Would you return the lines from the one that contains "Please list the" to the last line of the entries below, exactly and with nothing added?

Segment Start: INPUT

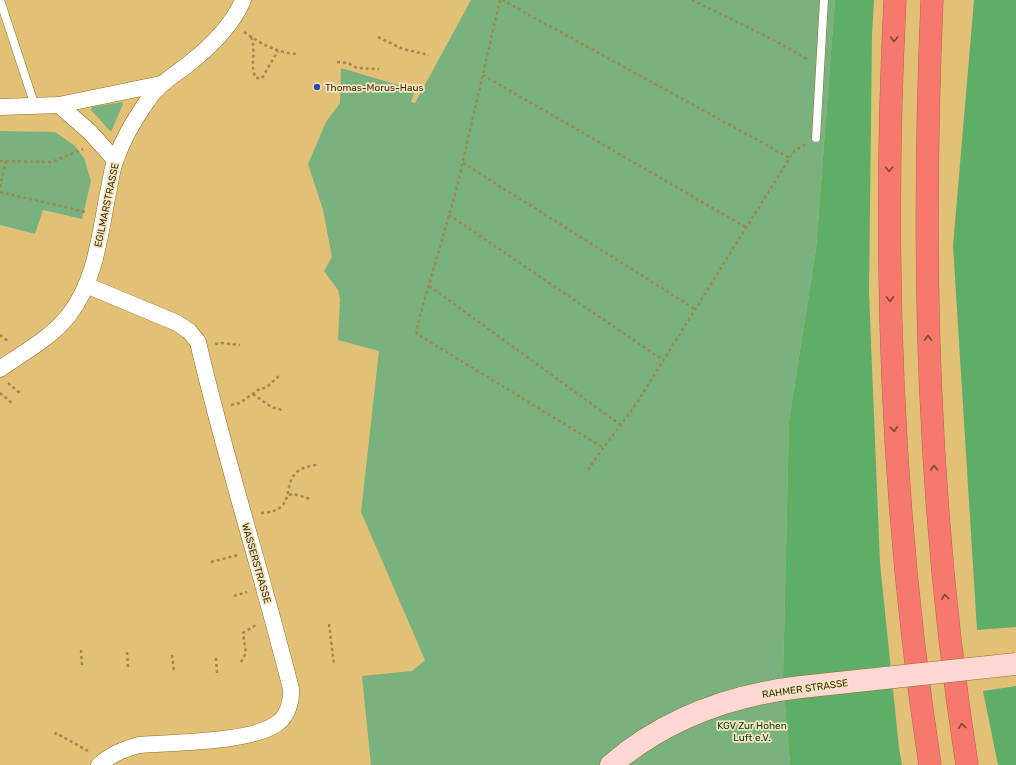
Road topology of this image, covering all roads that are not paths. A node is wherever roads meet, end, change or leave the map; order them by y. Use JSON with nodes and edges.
{"nodes":[{"id":1,"x":0,"y":0,"type":"edge"},
{"id":2,"x":243,"y":0,"type":"edge"},
{"id":3,"x":824,"y":0,"type":"edge"},
{"id":4,"x":896,"y":0,"type":"edge"},
{"id":5,"x":932,"y":0,"type":"edge"},
{"id":6,"x":161,"y":84,"type":"junction"},
{"id":7,"x":35,"y":106,"type":"junction"},
{"id":8,"x":58,"y":106,"type":"junction"},
{"id":9,"x":0,"y":107,"type":"edge"},
{"id":10,"x":816,"y":138,"type":"road end"},
{"id":11,"x":115,"y":160,"type":"junction"},
{"id":12,"x":86,"y":285,"type":"junction"},
{"id":13,"x":3,"y":375,"type":"edge"},
{"id":14,"x":1016,"y":664,"type":"edge"},
{"id":15,"x":95,"y":759,"type":"edge"},
{"id":16,"x":611,"y":765,"type":"edge"},
{"id":17,"x":930,"y":765,"type":"edge"},
{"id":18,"x":967,"y":765,"type":"edge"}],
"edges":[{"from":1,"to":7,"type":"lane"},
{"from":2,"to":6,"type":"street","name":"EGILMARSTRASSE"},
{"from":3,"to":10,"type":"lane"},
{"from":4,"to":17,"type":"highway","one_way":true},
{"from":18,"to":5,"type":"highway","one_way":true},
{"from":6,"to":8,"type":"street"},
{"from":6,"to":11,"type":"street","name":"EGILMARSTRASSE"},
{"from":7,"to":8,"type":"street"},
{"from":7,"to":9,"type":"street"},
{"from":8,"to":11,"type":"street"},
{"from":11,"to":12,"type":"street","name":"EGILMARSTRASSE"},
{"from":12,"to":13,"type":"street","name":"EGILMARSTRASSE"},
{"from":12,"to":15,"type":"street","name":"WASSERSTRASSE"},
{"from":14,"to":16,"type":"main road","name":"RAHMER STRASSE","bridge":true}]}
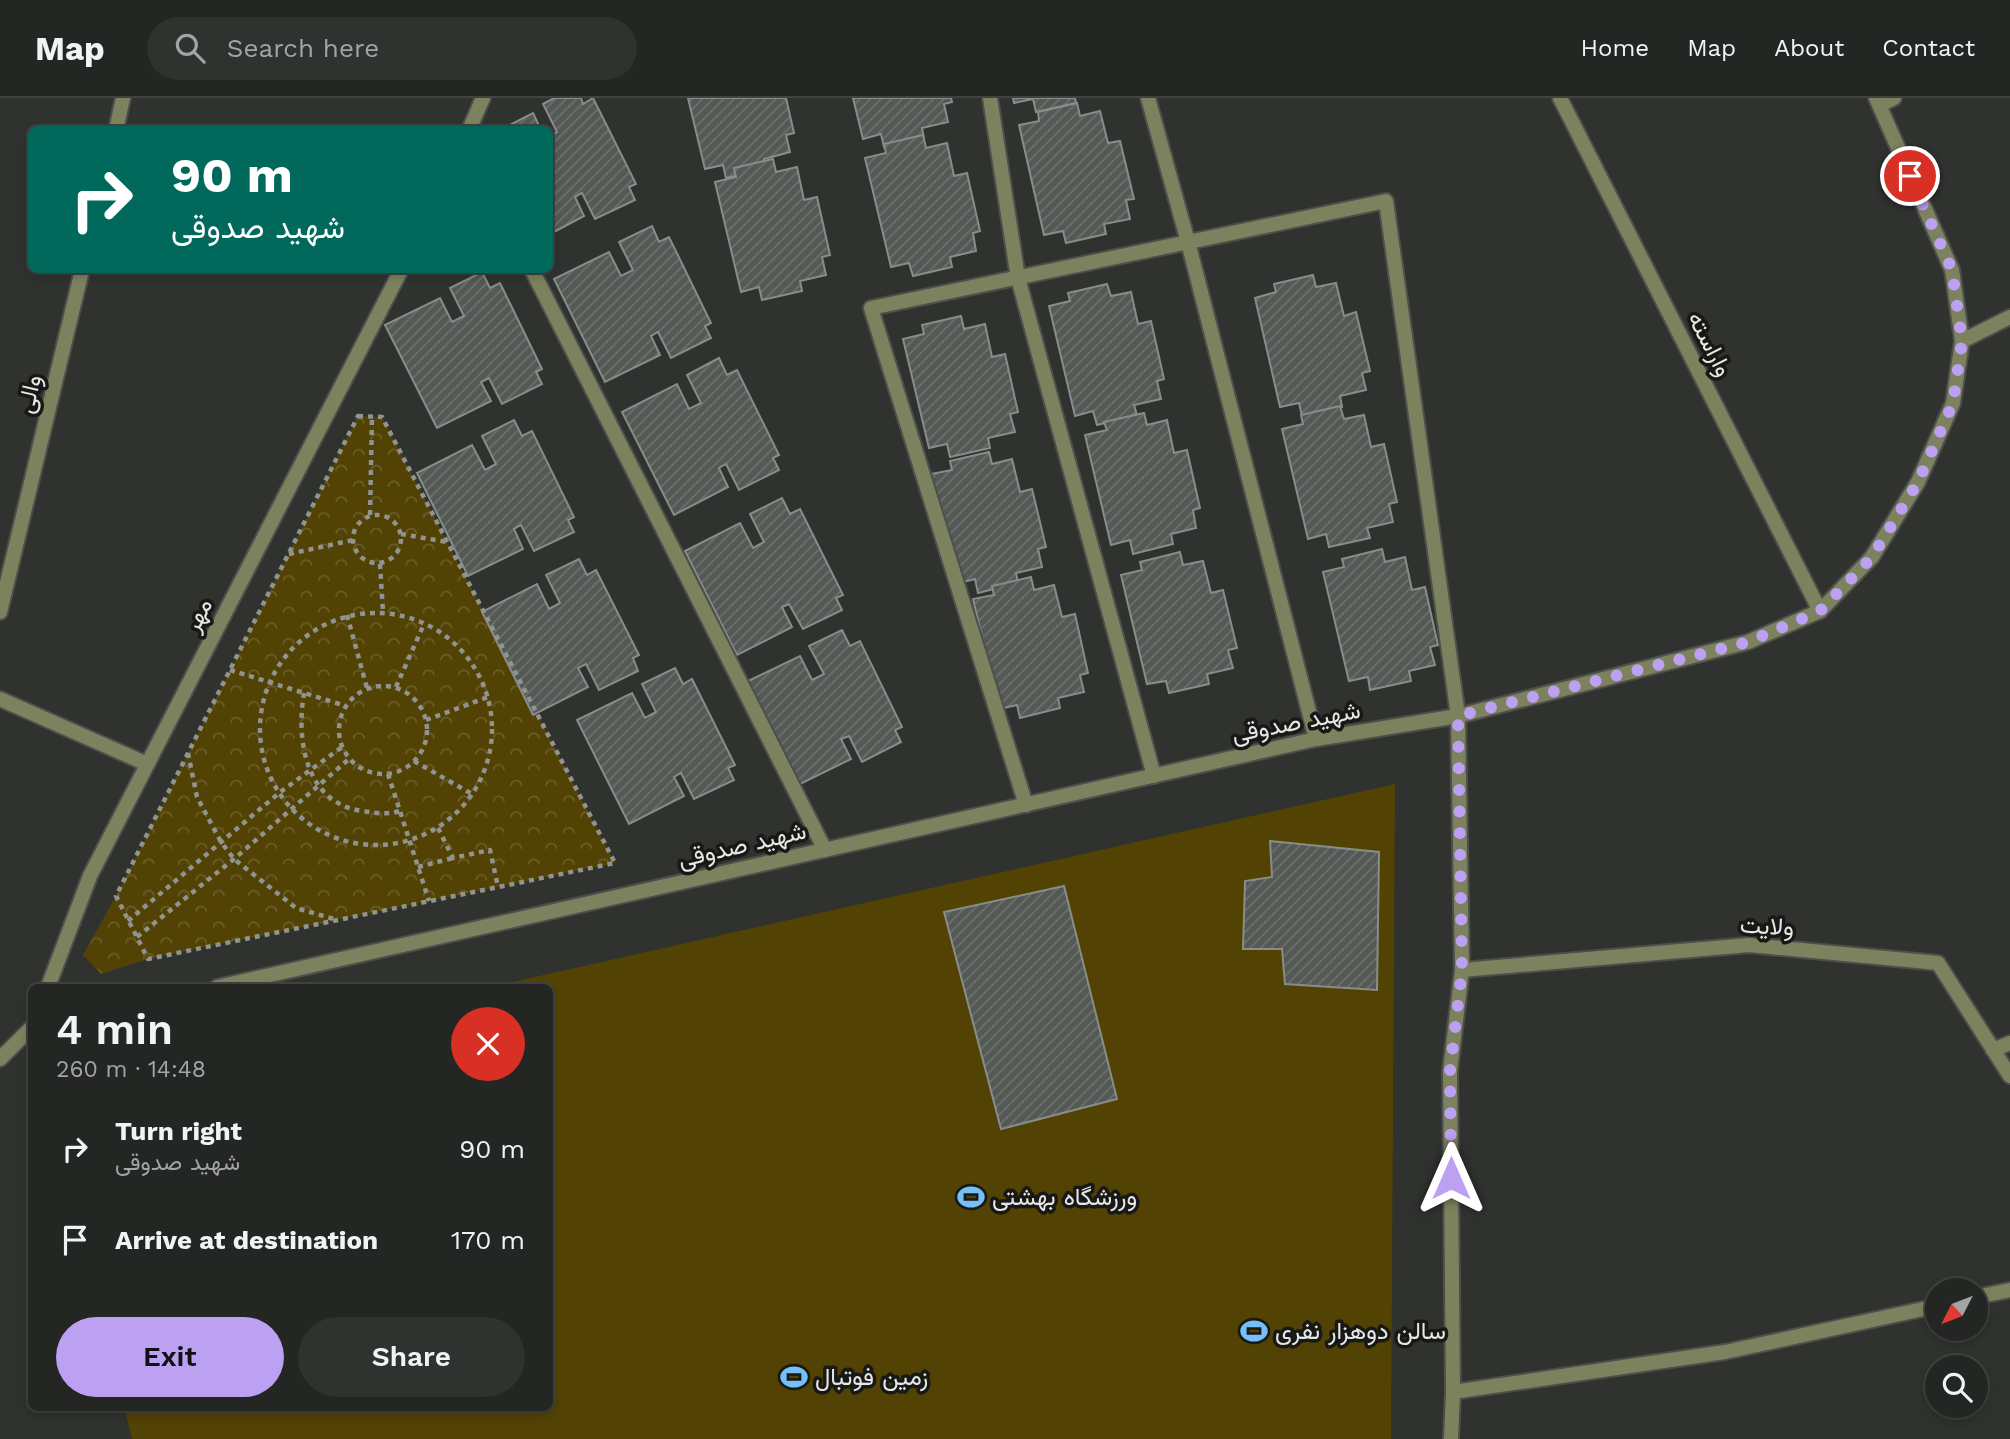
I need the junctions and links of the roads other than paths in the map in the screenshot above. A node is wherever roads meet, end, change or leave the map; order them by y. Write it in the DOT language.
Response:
graph roads {
  1 [pos="123,98"];
  2 [pos="483,98"];
  3 [pos="990,98"];
  4 [pos="1148,98"];
  5 [pos="1560,98"];
  6 [pos="1894,98"];
  7 [pos="1878,102"];
  8 [pos="117,126"];
  9 [pos="471,126"];
  10 [pos="1188,242"];
  11 [pos="81,273"];
  12 [pos="399,273"];
  13 [pos="534,273"];
  14 [pos="1018,278"];
  15 [pos="2010,317"];
  16 [pos="1962,341"];
  17 [pos="1820,611"];
  18 [pos="0,612"];
  19 [pos="0,699"];
  20 [pos="1458,716"];
  21 [pos="1316,739"];
  22 [pos="147,764"];
  23 [pos="1154,776"];
  24 [pos="1026,805"];
  25 [pos="825,850"];
  26 [pos="1462,970"];
  27 [pos="49,984"];
  28 [pos="230,984"];
  29 [pos="28,1031"];
  30 [pos="2010,1044"];
  31 [pos="1993,1050"];
  32 [pos="0,1059"];
  33 [pos="2010,1076"];
  34 [pos="2010,1290"];
  35 [pos="1988,1295"];
  36 [pos="1925,1309"];
  37 [pos="1453,1392"];
  38 [pos="1451,1439"];
  1 -- 8 [label="street"];
  2 -- 9 [label="street"];
  3 -- 14 [label="street"];
  4 -- 10 [label="street"];
  5 -- 17 [label="street, واراسته"];
  6 -- 7 [label="street"];
  7 -- 16 [label="street, شهید صدوقی"];
  10 -- 14 [label="street"];
  10 -- 20 [label="street"];
  10 -- 21 [label="street"];
  11 -- 18 [label="street, والی"];
  12 -- 22 [label="street, مهر"];
  13 -- 25 [label="street"];
  14 -- 23 [label="street"];
  14 -- 24 [label="street"];
  15 -- 16 [label="street"];
  16 -- 17 [label="street, شهید صدوقی"];
  17 -- 20 [label="street, شهید صدوقی"];
  19 -- 22 [label="street"];
  20 -- 21 [label="street, شهید صدوقی"];
  20 -- 26 [label="street"];
  21 -- 23 [label="street, شهید صدوقی"];
  22 -- 27 [label="street, مهر"];
  23 -- 24 [label="street, شهید صدوقی"];
  24 -- 25 [label="street, شهید صدوقی"];
  25 -- 28 [label="street, شهید صدوقی"];
  26 -- 31 [label="street, ولایت"];
  26 -- 37 [label="street"];
  29 -- 32 [label="street"];
  30 -- 31 [label="street"];
  31 -- 33 [label="street, ولایت"];
  34 -- 35 [label="street"];
  36 -- 37 [label="street"];
  37 -- 38 [label="street"];
}
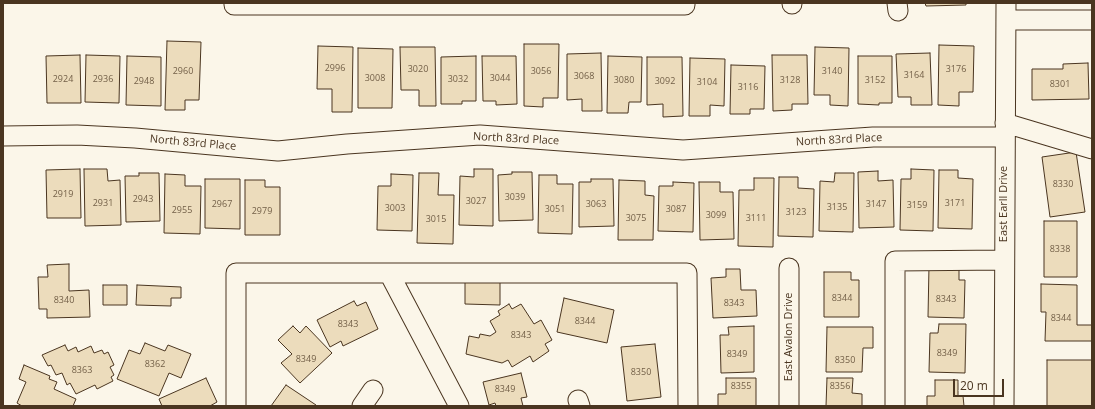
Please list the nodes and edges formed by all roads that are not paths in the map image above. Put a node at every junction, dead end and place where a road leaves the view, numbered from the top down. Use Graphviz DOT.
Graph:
graph roads {
  1 [pos="234,3"];
  2 [pos="684,3"];
  3 [pos="1006,11"];
  4 [pos="1092,20"];
  5 [pos="1005,130"];
  6 [pos="3,136"];
  7 [pos="1092,149"];
  8 [pos="1004,260"];
  9 [pos="789,268"];
  10 [pos="389,273"];
  11 [pos="373,390"];
  12 [pos="236,406"];
  13 [pos="362,406"];
  14 [pos="459,406"];
  15 [pos="688,406"];
  16 [pos="790,406"];
  17 [pos="895,406"];
  18 [pos="1004,406"];
  1 -- 2 [label="street"];
  3 -- 4 [label="street"];
  3 -- 5 [label="street, East Earll Drive"];
  5 -- 6 [label="street, North 83rd Place"];
  5 -- 7 [label="street, North 83rd Place"];
  5 -- 8 [label="street, East Earll Drive"];
  8 -- 17 [label="street"];
  8 -- 18 [label="street, East Earll Drive"];
  9 -- 16 [label="street, East Avalon Drive"];
  10 -- 12 [label="street"];
  10 -- 14 [label="street"];
  10 -- 15 [label="street"];
  11 -- 13 [label="street"];
}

Segment End: INPUT

**REPLY TO THE TASK**.
Please list the nodes and edges formed by all roads that are not paths in the map image above. Put a node at every junction, dead end and place where a road leaves the view, numbered from the top down. Use Graphviz DOT.
Graph:
graph roads {
  1 [pos="234,3"];
  2 [pos="684,3"];
  3 [pos="1006,11"];
  4 [pos="1092,20"];
  5 [pos="1005,130"];
  6 [pos="3,136"];
  7 [pos="1092,149"];
  8 [pos="1004,260"];
  9 [pos="789,268"];
  10 [pos="389,273"];
  11 [pos="373,390"];
  12 [pos="236,406"];
  13 [pos="362,406"];
  14 [pos="459,406"];
  15 [pos="688,406"];
  16 [pos="790,406"];
  17 [pos="895,406"];
  18 [pos="1004,406"];
  1 -- 2 [label="street"];
  3 -- 4 [label="street"];
  3 -- 5 [label="street, East Earll Drive"];
  5 -- 6 [label="street, North 83rd Place"];
  5 -- 7 [label="street, North 83rd Place"];
  5 -- 8 [label="street, East Earll Drive"];
  8 -- 17 [label="street"];
  8 -- 18 [label="street, East Earll Drive"];
  9 -- 16 [label="street, East Avalon Drive"];
  10 -- 12 [label="street"];
  10 -- 14 [label="street"];
  10 -- 15 [label="street"];
  11 -- 13 [label="street"];
}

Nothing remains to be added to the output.